Um fator importante para o retrato político que emergirá das urnas é, claro, o eleitor. E ele mudou muito desde 2012. Em doze anos, o país envelheceu (veja o quadro). O brasileiro de 35 a 64 anos representa agora a maioria do eleitorado (52%). A participação do votante com mais de 65 anos subiu de 11% para 15%. “Em pesquisas, o eleitorado mais idoso tende a ser mais favorável a candidatos conservadores”, avalia Cila Schulman. Com isso, cresce a preocupação com o cidadão de mais de 70 anos, que não é obrigado a votar. “A incerteza em relação ao comportamento do eleitor facultativo, que muitas vezes decide no próprio dia da votação se vai comparecer, é o fator que mais causa ruído nos levantamentos eleitorais”, pontua Murilo Hidalgo. Os brasileiros estão também mais escolarizados: o percentual de quem tem ensino superior completo foi de 4,3% para 10,7% do total. Outra transformação importante é a expansão evangélica (leia a reportagem na pág. 28). “Entre eles, predomina a tendência ao conservadorismo nas pautas de costumes, como aborto e drogas”, relembra o cientista político Alberto Almeida.

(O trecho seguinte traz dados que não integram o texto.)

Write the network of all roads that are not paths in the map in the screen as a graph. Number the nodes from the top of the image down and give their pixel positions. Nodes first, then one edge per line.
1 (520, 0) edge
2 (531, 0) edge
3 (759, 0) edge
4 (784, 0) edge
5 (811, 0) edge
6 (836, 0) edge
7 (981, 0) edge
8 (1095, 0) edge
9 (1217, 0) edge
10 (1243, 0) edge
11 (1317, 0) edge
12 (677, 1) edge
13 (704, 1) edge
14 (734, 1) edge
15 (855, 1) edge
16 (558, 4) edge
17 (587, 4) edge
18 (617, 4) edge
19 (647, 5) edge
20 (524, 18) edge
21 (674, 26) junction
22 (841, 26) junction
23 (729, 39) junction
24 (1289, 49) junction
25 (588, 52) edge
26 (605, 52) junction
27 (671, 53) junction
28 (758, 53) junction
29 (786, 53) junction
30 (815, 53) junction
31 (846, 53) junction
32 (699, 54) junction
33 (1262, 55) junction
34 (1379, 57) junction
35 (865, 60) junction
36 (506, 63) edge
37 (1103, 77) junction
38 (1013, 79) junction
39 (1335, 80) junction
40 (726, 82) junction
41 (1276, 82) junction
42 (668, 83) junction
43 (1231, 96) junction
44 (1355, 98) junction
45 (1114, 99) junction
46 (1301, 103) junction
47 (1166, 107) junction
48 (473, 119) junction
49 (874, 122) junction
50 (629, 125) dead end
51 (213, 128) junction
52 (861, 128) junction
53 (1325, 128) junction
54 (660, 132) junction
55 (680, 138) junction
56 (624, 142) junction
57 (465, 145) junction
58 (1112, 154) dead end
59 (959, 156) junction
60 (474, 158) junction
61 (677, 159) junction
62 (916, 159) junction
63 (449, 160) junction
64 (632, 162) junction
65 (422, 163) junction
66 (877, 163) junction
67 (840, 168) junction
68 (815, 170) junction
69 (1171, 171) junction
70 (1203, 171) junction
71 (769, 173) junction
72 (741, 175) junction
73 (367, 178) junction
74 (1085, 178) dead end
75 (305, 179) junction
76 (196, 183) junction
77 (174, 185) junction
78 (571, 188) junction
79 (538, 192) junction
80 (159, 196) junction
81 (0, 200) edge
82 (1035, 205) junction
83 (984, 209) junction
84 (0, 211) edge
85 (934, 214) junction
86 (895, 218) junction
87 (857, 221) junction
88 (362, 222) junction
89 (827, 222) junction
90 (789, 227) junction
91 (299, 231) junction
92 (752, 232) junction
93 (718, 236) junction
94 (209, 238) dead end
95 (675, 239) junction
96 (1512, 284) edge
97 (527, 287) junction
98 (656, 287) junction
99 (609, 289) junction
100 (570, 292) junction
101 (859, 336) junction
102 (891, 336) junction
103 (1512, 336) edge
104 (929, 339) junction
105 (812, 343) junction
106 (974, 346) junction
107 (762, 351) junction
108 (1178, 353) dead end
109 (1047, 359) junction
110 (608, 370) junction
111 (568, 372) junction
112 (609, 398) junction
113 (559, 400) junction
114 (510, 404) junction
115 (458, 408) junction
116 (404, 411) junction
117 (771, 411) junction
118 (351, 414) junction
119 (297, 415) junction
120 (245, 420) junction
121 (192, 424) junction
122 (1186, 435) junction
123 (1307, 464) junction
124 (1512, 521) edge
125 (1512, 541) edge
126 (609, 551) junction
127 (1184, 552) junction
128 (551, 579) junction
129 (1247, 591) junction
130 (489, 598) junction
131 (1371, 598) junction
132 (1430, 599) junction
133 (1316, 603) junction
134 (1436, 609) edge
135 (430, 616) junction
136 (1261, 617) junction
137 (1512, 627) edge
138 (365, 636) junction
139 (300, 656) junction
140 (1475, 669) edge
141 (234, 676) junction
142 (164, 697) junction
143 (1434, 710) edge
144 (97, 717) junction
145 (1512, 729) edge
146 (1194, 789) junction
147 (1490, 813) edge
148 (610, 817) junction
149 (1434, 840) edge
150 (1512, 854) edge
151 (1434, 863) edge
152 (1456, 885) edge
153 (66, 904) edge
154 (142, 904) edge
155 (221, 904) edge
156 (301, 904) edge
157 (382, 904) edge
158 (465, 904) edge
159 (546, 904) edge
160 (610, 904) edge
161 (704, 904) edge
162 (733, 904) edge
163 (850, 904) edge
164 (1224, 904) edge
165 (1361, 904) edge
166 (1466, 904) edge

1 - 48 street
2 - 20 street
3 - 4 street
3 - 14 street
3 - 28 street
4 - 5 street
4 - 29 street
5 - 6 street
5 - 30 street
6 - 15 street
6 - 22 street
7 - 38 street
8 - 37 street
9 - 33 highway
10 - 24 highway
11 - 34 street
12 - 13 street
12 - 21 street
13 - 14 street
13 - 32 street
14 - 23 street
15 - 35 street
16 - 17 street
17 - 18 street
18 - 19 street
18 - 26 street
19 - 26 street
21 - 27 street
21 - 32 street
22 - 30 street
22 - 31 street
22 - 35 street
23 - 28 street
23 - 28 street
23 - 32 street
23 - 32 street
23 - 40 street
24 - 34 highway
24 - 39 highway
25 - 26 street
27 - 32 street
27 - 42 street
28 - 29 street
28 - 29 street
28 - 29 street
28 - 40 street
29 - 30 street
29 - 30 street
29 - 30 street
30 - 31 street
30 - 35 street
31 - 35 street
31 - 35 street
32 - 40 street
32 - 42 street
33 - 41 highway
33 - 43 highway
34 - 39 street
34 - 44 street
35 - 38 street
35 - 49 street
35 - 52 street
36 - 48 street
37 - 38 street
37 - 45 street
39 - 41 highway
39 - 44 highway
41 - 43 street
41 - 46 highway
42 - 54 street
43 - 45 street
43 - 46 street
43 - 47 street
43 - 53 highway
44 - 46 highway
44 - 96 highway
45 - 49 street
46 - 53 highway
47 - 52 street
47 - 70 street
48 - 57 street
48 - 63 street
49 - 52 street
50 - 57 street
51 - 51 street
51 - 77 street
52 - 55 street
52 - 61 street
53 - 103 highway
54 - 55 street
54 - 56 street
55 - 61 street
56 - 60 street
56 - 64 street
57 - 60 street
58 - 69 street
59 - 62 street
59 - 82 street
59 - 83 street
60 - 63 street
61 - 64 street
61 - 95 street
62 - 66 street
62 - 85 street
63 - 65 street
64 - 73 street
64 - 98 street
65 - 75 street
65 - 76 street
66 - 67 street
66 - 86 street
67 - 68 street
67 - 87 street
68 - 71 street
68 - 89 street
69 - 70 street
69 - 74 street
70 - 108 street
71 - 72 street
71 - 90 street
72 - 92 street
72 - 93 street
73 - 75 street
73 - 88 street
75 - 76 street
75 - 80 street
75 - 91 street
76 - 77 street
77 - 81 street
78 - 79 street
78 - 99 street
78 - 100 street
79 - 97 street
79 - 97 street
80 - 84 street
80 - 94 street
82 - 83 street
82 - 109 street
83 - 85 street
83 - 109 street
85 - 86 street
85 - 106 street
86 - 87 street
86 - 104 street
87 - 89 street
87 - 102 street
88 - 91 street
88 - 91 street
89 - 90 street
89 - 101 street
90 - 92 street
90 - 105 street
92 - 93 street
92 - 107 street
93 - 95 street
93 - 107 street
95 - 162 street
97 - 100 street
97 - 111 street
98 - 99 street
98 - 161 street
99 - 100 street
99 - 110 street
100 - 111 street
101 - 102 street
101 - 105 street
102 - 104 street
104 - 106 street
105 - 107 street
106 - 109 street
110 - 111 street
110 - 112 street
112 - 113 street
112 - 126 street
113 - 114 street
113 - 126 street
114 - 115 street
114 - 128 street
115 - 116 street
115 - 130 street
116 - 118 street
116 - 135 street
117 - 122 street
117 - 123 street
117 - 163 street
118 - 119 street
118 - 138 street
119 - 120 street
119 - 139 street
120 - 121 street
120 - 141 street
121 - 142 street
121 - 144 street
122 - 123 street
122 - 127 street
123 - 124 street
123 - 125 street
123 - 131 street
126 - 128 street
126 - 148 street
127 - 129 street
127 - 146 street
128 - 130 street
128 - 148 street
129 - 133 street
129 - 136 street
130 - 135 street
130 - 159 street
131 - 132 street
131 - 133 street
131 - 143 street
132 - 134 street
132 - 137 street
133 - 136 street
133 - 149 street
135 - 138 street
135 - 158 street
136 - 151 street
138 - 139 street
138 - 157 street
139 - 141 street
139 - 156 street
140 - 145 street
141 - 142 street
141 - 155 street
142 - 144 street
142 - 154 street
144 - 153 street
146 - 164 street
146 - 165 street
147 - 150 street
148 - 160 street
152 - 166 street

Os pesquisadores costumam dividir as eleições entre as “críticas” e as “normais”. As primeiras pressupõem um contexto instável, como foi o de 2016. Em 2020, tudo indicava uma volta à normalidade, não fosse a crise sanitária. Sem tanto corpo a corpo, a campanha teve um calendário incomum e os eleitores avaliaram nas urnas as gestões sob a régua da pandemia. Superadas as excepcionalidades, perde espaço o radicalismo. O buraco na rua, os serviços públicos e a capacidade de gestão dos candidatos voltam a se tornar as principais pautas da campanha. Que no domingo, 6, saia um Brasil melhor disso tudo.